* Work instructions
Nothing in the data may be altered; restate all of it exactly.

※

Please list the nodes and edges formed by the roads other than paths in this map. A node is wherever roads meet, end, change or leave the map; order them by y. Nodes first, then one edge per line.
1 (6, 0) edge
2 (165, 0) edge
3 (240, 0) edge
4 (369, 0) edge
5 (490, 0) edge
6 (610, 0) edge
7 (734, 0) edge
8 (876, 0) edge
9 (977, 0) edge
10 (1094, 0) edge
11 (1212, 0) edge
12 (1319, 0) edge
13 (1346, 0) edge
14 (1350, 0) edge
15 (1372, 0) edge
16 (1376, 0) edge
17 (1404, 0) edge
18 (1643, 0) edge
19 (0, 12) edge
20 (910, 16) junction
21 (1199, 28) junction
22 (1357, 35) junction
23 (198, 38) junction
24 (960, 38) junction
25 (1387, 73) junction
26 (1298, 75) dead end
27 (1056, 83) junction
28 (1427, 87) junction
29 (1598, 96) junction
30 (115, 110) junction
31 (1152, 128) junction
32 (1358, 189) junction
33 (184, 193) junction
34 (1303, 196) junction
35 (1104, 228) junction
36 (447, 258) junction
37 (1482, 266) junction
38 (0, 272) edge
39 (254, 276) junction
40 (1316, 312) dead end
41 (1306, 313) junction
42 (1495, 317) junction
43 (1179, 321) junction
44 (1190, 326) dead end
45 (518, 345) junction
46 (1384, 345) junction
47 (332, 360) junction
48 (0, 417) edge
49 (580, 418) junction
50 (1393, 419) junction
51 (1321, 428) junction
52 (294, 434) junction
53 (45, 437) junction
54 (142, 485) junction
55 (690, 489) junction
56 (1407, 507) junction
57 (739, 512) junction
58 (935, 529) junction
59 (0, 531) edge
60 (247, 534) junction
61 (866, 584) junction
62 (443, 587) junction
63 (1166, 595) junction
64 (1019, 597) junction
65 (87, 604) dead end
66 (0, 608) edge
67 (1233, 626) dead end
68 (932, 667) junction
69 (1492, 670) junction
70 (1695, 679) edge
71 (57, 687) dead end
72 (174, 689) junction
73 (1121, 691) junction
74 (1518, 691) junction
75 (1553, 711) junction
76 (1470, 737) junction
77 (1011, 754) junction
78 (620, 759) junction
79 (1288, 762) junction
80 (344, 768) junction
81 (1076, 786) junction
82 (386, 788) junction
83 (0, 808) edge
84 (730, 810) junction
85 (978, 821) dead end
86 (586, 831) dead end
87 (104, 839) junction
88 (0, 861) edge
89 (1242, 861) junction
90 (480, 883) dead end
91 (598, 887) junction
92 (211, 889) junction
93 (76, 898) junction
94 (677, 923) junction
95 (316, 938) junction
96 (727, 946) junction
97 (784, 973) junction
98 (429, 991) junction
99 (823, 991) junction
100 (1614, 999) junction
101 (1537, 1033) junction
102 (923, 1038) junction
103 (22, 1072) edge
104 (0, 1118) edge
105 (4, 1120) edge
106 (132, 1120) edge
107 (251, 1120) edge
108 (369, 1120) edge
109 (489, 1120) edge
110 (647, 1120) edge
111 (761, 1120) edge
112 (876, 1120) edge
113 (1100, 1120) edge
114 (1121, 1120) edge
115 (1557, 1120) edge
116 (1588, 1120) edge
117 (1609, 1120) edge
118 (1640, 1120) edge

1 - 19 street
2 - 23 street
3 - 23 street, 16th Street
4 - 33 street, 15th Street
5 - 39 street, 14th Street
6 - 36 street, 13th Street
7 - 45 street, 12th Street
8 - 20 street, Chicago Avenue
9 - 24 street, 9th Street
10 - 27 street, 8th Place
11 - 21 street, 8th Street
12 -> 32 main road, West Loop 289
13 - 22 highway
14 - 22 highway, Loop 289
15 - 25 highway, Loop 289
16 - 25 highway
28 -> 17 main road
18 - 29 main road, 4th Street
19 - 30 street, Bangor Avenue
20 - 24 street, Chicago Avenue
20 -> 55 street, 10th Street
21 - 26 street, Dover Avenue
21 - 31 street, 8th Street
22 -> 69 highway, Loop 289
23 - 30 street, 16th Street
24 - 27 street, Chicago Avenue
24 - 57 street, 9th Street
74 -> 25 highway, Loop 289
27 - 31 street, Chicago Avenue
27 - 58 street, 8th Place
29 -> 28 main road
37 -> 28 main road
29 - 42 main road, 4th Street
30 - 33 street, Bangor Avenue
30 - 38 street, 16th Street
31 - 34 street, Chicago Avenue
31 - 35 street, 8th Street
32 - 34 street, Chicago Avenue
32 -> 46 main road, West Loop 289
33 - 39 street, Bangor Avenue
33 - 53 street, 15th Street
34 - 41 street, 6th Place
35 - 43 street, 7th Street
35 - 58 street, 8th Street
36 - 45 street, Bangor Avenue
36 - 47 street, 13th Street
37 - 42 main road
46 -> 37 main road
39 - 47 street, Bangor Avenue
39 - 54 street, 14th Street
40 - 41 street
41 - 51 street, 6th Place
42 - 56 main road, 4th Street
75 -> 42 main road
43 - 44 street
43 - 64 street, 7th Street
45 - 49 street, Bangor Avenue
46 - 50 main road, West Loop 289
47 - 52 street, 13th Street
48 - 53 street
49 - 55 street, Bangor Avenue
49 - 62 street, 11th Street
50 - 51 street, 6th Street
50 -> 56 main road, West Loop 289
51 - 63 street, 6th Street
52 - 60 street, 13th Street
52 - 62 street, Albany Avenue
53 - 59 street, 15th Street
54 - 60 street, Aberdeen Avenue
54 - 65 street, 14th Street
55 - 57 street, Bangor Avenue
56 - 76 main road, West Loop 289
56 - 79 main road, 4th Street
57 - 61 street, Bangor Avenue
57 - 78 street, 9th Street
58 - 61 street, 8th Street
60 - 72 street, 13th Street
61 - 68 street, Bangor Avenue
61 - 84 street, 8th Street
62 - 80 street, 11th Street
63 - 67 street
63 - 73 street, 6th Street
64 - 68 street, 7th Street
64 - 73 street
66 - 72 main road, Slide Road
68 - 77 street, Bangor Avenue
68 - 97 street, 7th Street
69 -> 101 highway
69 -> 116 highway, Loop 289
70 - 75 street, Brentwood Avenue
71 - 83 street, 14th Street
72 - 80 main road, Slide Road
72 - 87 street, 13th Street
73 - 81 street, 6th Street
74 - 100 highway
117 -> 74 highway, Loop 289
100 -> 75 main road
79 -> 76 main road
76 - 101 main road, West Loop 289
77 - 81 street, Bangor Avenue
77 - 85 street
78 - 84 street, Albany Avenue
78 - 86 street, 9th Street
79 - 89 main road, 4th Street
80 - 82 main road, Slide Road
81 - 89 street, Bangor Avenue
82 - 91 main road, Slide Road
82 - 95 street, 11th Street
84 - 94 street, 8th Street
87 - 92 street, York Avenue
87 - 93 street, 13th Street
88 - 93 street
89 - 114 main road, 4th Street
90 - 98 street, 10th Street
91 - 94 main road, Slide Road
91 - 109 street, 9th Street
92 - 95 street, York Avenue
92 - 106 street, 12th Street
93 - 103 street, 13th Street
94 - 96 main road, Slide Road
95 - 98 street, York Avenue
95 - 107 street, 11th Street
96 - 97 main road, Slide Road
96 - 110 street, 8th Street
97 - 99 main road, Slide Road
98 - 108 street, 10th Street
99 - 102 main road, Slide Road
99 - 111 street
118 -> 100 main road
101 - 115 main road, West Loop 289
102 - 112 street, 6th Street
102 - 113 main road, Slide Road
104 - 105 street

※

* Task solution
Please list the nodes and edges formed by the roads other than paths in this map. A node is wherever roads meet, end, change or leave the map; order them by y. Nodes first, then one edge per line.
1 (6, 0) edge
2 (165, 0) edge
3 (240, 0) edge
4 (369, 0) edge
5 (490, 0) edge
6 (610, 0) edge
7 (734, 0) edge
8 (876, 0) edge
9 (977, 0) edge
10 (1094, 0) edge
11 (1212, 0) edge
12 (1319, 0) edge
13 (1346, 0) edge
14 (1350, 0) edge
15 (1372, 0) edge
16 (1376, 0) edge
17 (1404, 0) edge
18 (1643, 0) edge
19 (0, 12) edge
20 (910, 16) junction
21 (1199, 28) junction
22 (1357, 35) junction
23 (198, 38) junction
24 (960, 38) junction
25 (1387, 73) junction
26 (1298, 75) dead end
27 (1056, 83) junction
28 (1427, 87) junction
29 (1598, 96) junction
30 (115, 110) junction
31 (1152, 128) junction
32 (1358, 189) junction
33 (184, 193) junction
34 (1303, 196) junction
35 (1104, 228) junction
36 (447, 258) junction
37 (1482, 266) junction
38 (0, 272) edge
39 (254, 276) junction
40 (1316, 312) dead end
41 (1306, 313) junction
42 (1495, 317) junction
43 (1179, 321) junction
44 (1190, 326) dead end
45 (518, 345) junction
46 (1384, 345) junction
47 (332, 360) junction
48 (0, 417) edge
49 (580, 418) junction
50 (1393, 419) junction
51 (1321, 428) junction
52 (294, 434) junction
53 (45, 437) junction
54 (142, 485) junction
55 (690, 489) junction
56 (1407, 507) junction
57 (739, 512) junction
58 (935, 529) junction
59 (0, 531) edge
60 (247, 534) junction
61 (866, 584) junction
62 (443, 587) junction
63 (1166, 595) junction
64 (1019, 597) junction
65 (87, 604) dead end
66 (0, 608) edge
67 (1233, 626) dead end
68 (932, 667) junction
69 (1492, 670) junction
70 (1695, 679) edge
71 (57, 687) dead end
72 (174, 689) junction
73 (1121, 691) junction
74 (1518, 691) junction
75 (1553, 711) junction
76 (1470, 737) junction
77 (1011, 754) junction
78 (620, 759) junction
79 (1288, 762) junction
80 (344, 768) junction
81 (1076, 786) junction
82 (386, 788) junction
83 (0, 808) edge
84 (730, 810) junction
85 (978, 821) dead end
86 (586, 831) dead end
87 (104, 839) junction
88 (0, 861) edge
89 (1242, 861) junction
90 (480, 883) dead end
91 (598, 887) junction
92 (211, 889) junction
93 (76, 898) junction
94 (677, 923) junction
95 (316, 938) junction
96 (727, 946) junction
97 (784, 973) junction
98 (429, 991) junction
99 (823, 991) junction
100 (1614, 999) junction
101 (1537, 1033) junction
102 (923, 1038) junction
103 (22, 1072) edge
104 (0, 1118) edge
105 (4, 1120) edge
106 (132, 1120) edge
107 (251, 1120) edge
108 (369, 1120) edge
109 (489, 1120) edge
110 (647, 1120) edge
111 (761, 1120) edge
112 (876, 1120) edge
113 (1100, 1120) edge
114 (1121, 1120) edge
115 (1557, 1120) edge
116 (1588, 1120) edge
117 (1609, 1120) edge
118 (1640, 1120) edge

1 - 19 street
2 - 23 street
3 - 23 street, 16th Street
4 - 33 street, 15th Street
5 - 39 street, 14th Street
6 - 36 street, 13th Street
7 - 45 street, 12th Street
8 - 20 street, Chicago Avenue
9 - 24 street, 9th Street
10 - 27 street, 8th Place
11 - 21 street, 8th Street
12 -> 32 main road, West Loop 289
13 - 22 highway
14 - 22 highway, Loop 289
15 - 25 highway, Loop 289
16 - 25 highway
28 -> 17 main road
18 - 29 main road, 4th Street
19 - 30 street, Bangor Avenue
20 - 24 street, Chicago Avenue
20 -> 55 street, 10th Street
21 - 26 street, Dover Avenue
21 - 31 street, 8th Street
22 -> 69 highway, Loop 289
23 - 30 street, 16th Street
24 - 27 street, Chicago Avenue
24 - 57 street, 9th Street
74 -> 25 highway, Loop 289
27 - 31 street, Chicago Avenue
27 - 58 street, 8th Place
29 -> 28 main road
37 -> 28 main road
29 - 42 main road, 4th Street
30 - 33 street, Bangor Avenue
30 - 38 street, 16th Street
31 - 34 street, Chicago Avenue
31 - 35 street, 8th Street
32 - 34 street, Chicago Avenue
32 -> 46 main road, West Loop 289
33 - 39 street, Bangor Avenue
33 - 53 street, 15th Street
34 - 41 street, 6th Place
35 - 43 street, 7th Street
35 - 58 street, 8th Street
36 - 45 street, Bangor Avenue
36 - 47 street, 13th Street
37 - 42 main road
46 -> 37 main road
39 - 47 street, Bangor Avenue
39 - 54 street, 14th Street
40 - 41 street
41 - 51 street, 6th Place
42 - 56 main road, 4th Street
75 -> 42 main road
43 - 44 street
43 - 64 street, 7th Street
45 - 49 street, Bangor Avenue
46 - 50 main road, West Loop 289
47 - 52 street, 13th Street
48 - 53 street
49 - 55 street, Bangor Avenue
49 - 62 street, 11th Street
50 - 51 street, 6th Street
50 -> 56 main road, West Loop 289
51 - 63 street, 6th Street
52 - 60 street, 13th Street
52 - 62 street, Albany Avenue
53 - 59 street, 15th Street
54 - 60 street, Aberdeen Avenue
54 - 65 street, 14th Street
55 - 57 street, Bangor Avenue
56 - 76 main road, West Loop 289
56 - 79 main road, 4th Street
57 - 61 street, Bangor Avenue
57 - 78 street, 9th Street
58 - 61 street, 8th Street
60 - 72 street, 13th Street
61 - 68 street, Bangor Avenue
61 - 84 street, 8th Street
62 - 80 street, 11th Street
63 - 67 street
63 - 73 street, 6th Street
64 - 68 street, 7th Street
64 - 73 street
66 - 72 main road, Slide Road
68 - 77 street, Bangor Avenue
68 - 97 street, 7th Street
69 -> 101 highway
69 -> 116 highway, Loop 289
70 - 75 street, Brentwood Avenue
71 - 83 street, 14th Street
72 - 80 main road, Slide Road
72 - 87 street, 13th Street
73 - 81 street, 6th Street
74 - 100 highway
117 -> 74 highway, Loop 289
100 -> 75 main road
79 -> 76 main road
76 - 101 main road, West Loop 289
77 - 81 street, Bangor Avenue
77 - 85 street
78 - 84 street, Albany Avenue
78 - 86 street, 9th Street
79 - 89 main road, 4th Street
80 - 82 main road, Slide Road
81 - 89 street, Bangor Avenue
82 - 91 main road, Slide Road
82 - 95 street, 11th Street
84 - 94 street, 8th Street
87 - 92 street, York Avenue
87 - 93 street, 13th Street
88 - 93 street
89 - 114 main road, 4th Street
90 - 98 street, 10th Street
91 - 94 main road, Slide Road
91 - 109 street, 9th Street
92 - 95 street, York Avenue
92 - 106 street, 12th Street
93 - 103 street, 13th Street
94 - 96 main road, Slide Road
95 - 98 street, York Avenue
95 - 107 street, 11th Street
96 - 97 main road, Slide Road
96 - 110 street, 8th Street
97 - 99 main road, Slide Road
98 - 108 street, 10th Street
99 - 102 main road, Slide Road
99 - 111 street
118 -> 100 main road
101 - 115 main road, West Loop 289
102 - 112 street, 6th Street
102 - 113 main road, Slide Road
104 - 105 street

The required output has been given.